Los sábados sin excepción, mi vecina y yo íbamos a una papelería cercana a comprar un tebeo. Estábamos ansiosas por regresar a casa a leerlo. Me recuerdo sentada en el primer escalón que daba al patio, con la misma ropa toda la semana, leyendo juntas. Después, cada una interpretaba a un personaje. Ella elegía primero, al héroe o a la princesa mejor, o al Capitán Trueno… Yo, como era dos años menor y bastante más tonta, me conformaba con ser la segunda, es decir, que siempre tenía un papel secundario. Tantas veces leíamos y releíamos que casi los memorizábamos  y después jugábamos a interpretarlos.

A veces, cada una tenía que hacer varios papeles, cambiando las voces, los gestos, o los trapos que nos colocábamos fingiendo ser un personaje u otro. Y lo mejor fue cuando inventábamos las historias, o mezclábamos cuentos. ¡Inventar historias! Jugar con los personajes. Ahora se encuentran, más tarde algún niño se pierde, lo encuentra un leñador, o un campesino bueno o un hada del bosque… lo devuelve a su madre y son felices para siempre.
 

"Caperucita dispuesta a ayudar a su pobre abuela, se internó por la floresta, mucho tendría que andar, pues tenía la abuelita enclavada su casita en el centro del pinar. El lobo que allí la vio, de pronto se relamió…".

-¡Mamá! ¿Qué es relamer? ¿Qué es floresta? ¿Qué quiere decir "enclavar su casita"?

La lectura nos traía preguntas nuevas y nos empapaba de curiosidad. Con una muñeca vieja, algunos trapos y libros muy sobados encarábamos la vida jugando tan a tope, con tal intensidad que nunca sabía cuando me llamaban para volver a casa, si era para el almuerzo o la merienda. Nunca hubo juguetes teledirigidos, ni PSP, ni raquetas de tenis o pádel. Pero que no hubiera juguetes más o menos sofisticados no significa que no jugáramos cada día de nuestra infancia, que no tembláramos como hojas al viento cuando el abuelo de mi vecina nos prestó como un tesoro, un atlas y descubriéramos en él lo grande que era el mundo. Estábamos creciendo y Caperucita se durmió para planear qué íbamos a ser de mayores, cuántas aventuras nos proponía Julio Verne, o Emilio Salgari. Cuántos acontecimientos viviríamos con Los Cinco y tantos y tantos más con los que entre líneas se leía que la vida merecía la pena vivirse y que en el mundo nos esperaban lugares distintos y maravillosos.
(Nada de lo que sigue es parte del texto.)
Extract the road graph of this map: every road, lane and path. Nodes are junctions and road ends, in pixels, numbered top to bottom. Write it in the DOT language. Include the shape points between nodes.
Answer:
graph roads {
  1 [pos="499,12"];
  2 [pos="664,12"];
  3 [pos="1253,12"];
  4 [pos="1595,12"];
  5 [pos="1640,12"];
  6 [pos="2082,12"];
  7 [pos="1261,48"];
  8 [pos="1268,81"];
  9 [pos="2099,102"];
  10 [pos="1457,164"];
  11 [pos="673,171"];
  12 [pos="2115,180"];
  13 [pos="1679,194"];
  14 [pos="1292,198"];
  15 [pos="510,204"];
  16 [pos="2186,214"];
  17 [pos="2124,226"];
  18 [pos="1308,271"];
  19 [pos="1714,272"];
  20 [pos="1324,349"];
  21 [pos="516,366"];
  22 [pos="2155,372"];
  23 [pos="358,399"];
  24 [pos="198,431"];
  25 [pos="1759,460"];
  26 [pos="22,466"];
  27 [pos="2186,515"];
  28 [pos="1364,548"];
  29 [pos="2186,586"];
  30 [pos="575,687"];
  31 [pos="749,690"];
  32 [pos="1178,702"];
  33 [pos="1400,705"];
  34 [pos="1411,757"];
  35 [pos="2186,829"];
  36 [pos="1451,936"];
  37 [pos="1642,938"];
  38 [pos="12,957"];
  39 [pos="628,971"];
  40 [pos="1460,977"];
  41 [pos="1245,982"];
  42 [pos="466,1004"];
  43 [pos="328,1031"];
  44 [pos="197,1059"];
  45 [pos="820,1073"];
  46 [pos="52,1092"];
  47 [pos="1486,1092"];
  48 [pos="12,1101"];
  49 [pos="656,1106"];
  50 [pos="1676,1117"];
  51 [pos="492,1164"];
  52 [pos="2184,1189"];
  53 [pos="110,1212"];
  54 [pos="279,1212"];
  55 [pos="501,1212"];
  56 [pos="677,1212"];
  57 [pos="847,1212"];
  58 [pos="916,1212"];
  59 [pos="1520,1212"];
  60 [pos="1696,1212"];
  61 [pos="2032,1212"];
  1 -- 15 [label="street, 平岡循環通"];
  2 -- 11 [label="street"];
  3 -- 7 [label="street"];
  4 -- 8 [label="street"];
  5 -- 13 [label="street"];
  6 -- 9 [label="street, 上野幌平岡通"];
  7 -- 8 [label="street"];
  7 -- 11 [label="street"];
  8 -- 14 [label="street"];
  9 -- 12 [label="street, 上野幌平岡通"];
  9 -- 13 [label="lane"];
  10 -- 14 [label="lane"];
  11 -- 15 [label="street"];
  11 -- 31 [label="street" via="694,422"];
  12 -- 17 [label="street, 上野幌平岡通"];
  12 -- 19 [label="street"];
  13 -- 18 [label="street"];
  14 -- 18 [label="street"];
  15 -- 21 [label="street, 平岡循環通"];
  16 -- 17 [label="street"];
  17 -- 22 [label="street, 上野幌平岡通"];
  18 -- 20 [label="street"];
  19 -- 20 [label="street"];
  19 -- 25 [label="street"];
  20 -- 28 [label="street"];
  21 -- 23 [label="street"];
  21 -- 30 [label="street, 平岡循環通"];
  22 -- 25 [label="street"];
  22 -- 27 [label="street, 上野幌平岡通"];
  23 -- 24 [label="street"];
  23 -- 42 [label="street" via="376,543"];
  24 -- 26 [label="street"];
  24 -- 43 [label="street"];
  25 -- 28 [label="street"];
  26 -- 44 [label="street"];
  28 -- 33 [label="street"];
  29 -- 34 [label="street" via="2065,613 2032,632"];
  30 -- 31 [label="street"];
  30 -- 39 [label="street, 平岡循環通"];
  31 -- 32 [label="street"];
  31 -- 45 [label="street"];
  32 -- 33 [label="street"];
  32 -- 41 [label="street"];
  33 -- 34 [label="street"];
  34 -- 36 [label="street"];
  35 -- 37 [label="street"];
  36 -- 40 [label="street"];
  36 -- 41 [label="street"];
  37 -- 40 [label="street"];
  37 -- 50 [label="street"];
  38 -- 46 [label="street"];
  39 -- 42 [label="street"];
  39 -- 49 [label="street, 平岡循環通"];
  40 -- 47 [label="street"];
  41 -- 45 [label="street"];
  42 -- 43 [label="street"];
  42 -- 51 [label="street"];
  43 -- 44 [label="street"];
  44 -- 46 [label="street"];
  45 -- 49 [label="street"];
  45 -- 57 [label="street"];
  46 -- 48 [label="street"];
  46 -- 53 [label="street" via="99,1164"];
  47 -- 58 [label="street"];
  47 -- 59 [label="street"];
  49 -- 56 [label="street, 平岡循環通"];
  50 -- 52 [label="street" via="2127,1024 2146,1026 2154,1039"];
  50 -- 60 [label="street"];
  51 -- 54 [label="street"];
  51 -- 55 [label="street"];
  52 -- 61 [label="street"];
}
Mamá, ¿qué es… ser mayor y guardar las preguntas porque ya no conoces susrespuestas o no estás tan cerca para responderlas?
 
Entonces llega el amor y remezclas el diario de la adolescencia con los poemas de Gustavo Adolfo, y como un golpe de magia, se cuela El Principito en inglés, traduciéndolo entre todos con la profesora y sorprendiendo hasta a los más duros de la clase. Y, cómo no,  llega Platero bebiendo aguas con estrellas y Los cien años de soledad, y Randal y el rey Gudú… y  Borges, diciéndonos que uno no es por lo que escribe, sino por lo que ha leído.

La comunicación con los autores a través de la palabra escrita, me sigue pareciendo cada día un pequeño milagro.



María González Forte
Profesora y escritora.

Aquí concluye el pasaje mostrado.